Friday's horrific terror attacks in Norway have shattered that nation's typical calm, but also cast a serious pall over insta-pundits who jumped on cable news channels to assure everybody that the attack was carried out by Muslim extremists. Of course, that turned out to be patently false, as The Guardian's Charlie Brooker notes, wondering if the chyrons beneath the so-called security “experts” ought to say “guessers” instead. After wall-to-wall coverage on Fox News, CNN and the like on Friday, much of it suggesting it was an “al-Qaida-like” attack, “The next morning I switched on the news and the al-Qaida talk had been largely dispensed with, and the pundits were now experts on far-right extremism,” says Brooker, “as though they'd been on a course and qualified for a diploma overnight.” Of course, don't expect any of the networks, or guessers, to apologize for tarring Islam with Norway's worst attack since the Second World War. All we can hope is that they maybe, maybe learned not to jump to such damning conclusions the next time an attack like this happens. But we wouldn't bet on it.
William Saletan of Slate looks into Anders Behring Breivik's love of the right-wing, anti-Islamic blogosphere (Breivik basically copied and pasted whole postings into his 1,500-page manifesto) and questions what, if any, culpability they share in the attacks. After all, if bloggers such as Pamela Geller of Atlas Shrugs have spent much of their professional lives pursing guilt-by-association charges against imams and other peaceable Muslims, shouldn't their logic dictate that they've played no small part in the massacres? Of course, no one in their right mind, and certainly not Saletan, would do that, partly because the principle “that no one should be held responsible for another person's sins [is] the moral core of the struggle against terrorism.” Saletan just wishes that “those bloggers, and the politicians who echo them, would show Muslims the same courtesy.”
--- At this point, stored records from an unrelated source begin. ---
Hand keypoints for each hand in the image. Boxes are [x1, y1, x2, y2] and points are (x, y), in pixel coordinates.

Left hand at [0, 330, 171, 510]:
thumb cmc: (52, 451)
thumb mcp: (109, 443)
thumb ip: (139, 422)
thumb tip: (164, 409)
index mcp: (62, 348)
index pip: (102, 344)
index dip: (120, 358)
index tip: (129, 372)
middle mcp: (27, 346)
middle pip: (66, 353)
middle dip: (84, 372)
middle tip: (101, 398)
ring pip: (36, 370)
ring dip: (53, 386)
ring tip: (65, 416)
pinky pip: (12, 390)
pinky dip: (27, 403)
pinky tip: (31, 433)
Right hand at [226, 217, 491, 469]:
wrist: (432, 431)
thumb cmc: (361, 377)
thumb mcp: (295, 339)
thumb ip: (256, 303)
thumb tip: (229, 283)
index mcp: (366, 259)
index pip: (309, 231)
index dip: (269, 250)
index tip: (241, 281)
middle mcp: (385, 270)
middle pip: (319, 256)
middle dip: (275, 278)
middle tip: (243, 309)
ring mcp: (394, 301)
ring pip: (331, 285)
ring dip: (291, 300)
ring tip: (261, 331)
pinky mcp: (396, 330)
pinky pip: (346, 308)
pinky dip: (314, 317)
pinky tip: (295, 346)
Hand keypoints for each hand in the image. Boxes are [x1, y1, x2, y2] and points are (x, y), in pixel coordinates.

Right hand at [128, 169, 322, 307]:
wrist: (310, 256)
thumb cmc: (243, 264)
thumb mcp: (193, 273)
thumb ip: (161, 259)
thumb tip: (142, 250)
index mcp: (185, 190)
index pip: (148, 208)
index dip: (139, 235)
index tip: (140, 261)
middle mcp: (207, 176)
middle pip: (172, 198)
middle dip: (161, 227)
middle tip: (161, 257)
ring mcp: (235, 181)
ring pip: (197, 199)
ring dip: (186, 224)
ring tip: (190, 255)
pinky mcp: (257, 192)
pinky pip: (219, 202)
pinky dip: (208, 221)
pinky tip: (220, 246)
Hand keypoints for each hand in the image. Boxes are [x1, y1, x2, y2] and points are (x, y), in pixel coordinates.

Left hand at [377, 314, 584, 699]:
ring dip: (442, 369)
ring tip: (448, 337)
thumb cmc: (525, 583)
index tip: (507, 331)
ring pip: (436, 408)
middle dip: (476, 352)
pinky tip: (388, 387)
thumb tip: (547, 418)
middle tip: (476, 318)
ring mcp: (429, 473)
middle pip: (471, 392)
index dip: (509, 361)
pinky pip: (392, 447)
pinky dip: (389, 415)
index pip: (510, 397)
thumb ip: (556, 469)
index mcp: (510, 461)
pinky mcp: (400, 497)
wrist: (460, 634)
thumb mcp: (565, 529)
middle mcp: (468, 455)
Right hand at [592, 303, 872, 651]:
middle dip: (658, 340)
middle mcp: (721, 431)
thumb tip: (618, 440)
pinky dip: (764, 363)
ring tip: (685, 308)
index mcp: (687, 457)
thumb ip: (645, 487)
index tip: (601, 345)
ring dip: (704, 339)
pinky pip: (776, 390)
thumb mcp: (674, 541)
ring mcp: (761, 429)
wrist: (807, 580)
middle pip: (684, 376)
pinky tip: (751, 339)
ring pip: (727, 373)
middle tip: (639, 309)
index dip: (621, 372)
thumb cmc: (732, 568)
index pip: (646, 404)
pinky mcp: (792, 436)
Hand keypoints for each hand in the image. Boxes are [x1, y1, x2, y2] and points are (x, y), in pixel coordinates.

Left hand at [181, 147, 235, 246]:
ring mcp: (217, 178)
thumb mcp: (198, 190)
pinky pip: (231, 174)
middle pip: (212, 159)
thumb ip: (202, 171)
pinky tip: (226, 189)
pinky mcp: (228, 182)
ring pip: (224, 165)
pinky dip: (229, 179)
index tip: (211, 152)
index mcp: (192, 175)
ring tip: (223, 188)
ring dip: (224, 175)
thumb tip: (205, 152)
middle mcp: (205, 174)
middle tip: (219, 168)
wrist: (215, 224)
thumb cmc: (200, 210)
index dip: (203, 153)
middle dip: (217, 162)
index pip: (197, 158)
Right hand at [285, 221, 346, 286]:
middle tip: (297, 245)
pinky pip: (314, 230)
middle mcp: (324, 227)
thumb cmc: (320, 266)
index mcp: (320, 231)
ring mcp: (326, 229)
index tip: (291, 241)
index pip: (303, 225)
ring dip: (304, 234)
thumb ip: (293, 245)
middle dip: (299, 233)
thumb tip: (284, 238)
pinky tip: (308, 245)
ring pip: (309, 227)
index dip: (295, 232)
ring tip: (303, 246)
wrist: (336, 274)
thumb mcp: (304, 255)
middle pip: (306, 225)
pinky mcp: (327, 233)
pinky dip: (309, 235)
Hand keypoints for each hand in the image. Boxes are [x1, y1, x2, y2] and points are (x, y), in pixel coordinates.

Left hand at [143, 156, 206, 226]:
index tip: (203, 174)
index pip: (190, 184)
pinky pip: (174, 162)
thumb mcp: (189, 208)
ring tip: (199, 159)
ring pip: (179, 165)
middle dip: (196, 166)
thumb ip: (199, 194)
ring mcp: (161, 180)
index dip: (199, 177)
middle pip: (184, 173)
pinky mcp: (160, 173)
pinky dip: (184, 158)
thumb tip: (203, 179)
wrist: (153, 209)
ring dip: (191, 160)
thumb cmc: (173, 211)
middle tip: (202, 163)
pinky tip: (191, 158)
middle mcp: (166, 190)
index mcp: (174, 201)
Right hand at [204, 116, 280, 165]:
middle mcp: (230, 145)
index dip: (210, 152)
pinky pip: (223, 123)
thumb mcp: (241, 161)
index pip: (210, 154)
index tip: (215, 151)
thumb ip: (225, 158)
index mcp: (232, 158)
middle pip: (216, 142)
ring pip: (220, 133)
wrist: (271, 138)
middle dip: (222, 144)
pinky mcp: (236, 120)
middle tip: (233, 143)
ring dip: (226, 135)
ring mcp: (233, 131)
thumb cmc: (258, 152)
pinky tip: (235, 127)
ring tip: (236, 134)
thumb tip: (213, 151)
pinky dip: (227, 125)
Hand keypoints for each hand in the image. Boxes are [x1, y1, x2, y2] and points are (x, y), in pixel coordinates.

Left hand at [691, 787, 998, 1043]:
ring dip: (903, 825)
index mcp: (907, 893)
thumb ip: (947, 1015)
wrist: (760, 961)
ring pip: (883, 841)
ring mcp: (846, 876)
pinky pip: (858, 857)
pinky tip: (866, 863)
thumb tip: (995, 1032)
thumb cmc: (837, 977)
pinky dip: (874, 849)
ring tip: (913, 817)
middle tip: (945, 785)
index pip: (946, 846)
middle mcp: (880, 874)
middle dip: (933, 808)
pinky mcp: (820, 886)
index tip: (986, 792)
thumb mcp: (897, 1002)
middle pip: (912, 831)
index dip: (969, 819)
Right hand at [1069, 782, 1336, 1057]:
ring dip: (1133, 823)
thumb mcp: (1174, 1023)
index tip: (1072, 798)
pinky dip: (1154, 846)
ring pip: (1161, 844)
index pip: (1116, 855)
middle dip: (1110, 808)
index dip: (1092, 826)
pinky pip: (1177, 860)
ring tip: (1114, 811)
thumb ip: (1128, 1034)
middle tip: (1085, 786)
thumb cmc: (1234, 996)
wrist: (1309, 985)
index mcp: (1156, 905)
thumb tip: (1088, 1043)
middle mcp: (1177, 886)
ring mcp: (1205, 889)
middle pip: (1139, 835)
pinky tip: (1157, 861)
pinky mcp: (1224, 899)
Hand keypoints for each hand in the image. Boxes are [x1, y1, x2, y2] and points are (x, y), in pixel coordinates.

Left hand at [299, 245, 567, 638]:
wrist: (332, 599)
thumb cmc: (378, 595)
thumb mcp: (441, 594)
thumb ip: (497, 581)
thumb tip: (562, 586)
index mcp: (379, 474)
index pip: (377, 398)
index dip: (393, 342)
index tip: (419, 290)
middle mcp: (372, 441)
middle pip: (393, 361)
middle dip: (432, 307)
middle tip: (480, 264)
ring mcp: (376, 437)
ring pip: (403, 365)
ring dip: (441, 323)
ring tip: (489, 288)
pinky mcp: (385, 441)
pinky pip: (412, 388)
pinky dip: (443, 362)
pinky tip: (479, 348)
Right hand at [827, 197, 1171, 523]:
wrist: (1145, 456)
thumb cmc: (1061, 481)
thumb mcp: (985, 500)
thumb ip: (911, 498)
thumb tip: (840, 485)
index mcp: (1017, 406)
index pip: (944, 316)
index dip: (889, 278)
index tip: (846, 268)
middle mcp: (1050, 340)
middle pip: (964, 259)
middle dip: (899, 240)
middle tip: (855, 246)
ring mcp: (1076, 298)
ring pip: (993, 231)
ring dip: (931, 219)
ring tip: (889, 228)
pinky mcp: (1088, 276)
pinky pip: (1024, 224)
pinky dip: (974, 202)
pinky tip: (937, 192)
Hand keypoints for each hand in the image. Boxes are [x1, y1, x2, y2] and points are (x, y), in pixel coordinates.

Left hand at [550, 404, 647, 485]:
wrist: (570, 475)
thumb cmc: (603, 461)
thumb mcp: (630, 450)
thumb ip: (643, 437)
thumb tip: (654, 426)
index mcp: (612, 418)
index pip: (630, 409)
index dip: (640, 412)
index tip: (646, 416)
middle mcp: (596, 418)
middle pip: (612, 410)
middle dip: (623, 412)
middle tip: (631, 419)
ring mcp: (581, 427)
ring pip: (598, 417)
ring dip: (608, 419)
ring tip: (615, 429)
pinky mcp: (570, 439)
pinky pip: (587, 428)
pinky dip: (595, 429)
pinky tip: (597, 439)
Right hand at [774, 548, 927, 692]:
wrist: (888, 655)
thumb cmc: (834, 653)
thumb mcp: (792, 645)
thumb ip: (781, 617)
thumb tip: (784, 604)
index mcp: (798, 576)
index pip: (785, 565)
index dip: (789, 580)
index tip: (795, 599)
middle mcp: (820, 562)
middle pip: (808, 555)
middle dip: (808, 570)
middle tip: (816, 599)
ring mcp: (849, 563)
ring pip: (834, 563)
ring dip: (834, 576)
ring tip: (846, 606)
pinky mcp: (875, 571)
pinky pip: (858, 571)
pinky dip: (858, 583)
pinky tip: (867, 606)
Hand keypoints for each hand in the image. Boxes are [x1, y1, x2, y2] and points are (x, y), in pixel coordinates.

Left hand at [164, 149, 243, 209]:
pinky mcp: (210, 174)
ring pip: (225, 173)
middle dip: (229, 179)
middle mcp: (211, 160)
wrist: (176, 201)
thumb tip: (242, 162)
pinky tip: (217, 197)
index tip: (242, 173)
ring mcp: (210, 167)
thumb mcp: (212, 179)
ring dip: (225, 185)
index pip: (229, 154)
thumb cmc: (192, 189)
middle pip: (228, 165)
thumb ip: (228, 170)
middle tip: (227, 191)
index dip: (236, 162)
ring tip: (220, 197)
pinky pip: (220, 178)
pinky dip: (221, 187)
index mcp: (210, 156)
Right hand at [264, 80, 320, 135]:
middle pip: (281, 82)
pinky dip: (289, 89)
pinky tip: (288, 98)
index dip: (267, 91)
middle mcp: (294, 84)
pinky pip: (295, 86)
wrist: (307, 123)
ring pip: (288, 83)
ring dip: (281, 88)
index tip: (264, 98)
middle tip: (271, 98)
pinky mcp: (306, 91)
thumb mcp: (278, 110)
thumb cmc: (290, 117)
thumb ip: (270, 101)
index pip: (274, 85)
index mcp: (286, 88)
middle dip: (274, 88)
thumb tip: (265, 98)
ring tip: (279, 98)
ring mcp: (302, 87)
Over in the Toronto Star, Rosie DiManno urges us all to not look to deeply into Breivik, his motivations, or any claims he makes about a network of like-minded terrorists. “It seems, from what’s come out so far, the pathology of one,” writes DiManno. “And there’s nothing, nothing, to defend against the unknown one.” (Have fun sleeping tonight, by the way.) The attacks on Oslo and Utoya island, then are better compared to the rampage committed by Jared Lee Loughner in Tucson earlier this year, or Timothy McVeigh, the Oklahoma City bomber, than to anything religiously motivated. To defend ourselves from such attacks would require us to“turn our cities into locked-down security encampments and there’s no practical means to cast such a wide net anyway,” says DiManno, lest we all be considered terror suspects. It's just a particularly chilling reminder of the depths to which humanity can sink, and the lengths to which one depraved farmer will go to see his vision through. That Norwegians have responded to it with such sorrow, calm and reservation, and not vindication and anger, is indeed a tribute to their spirit.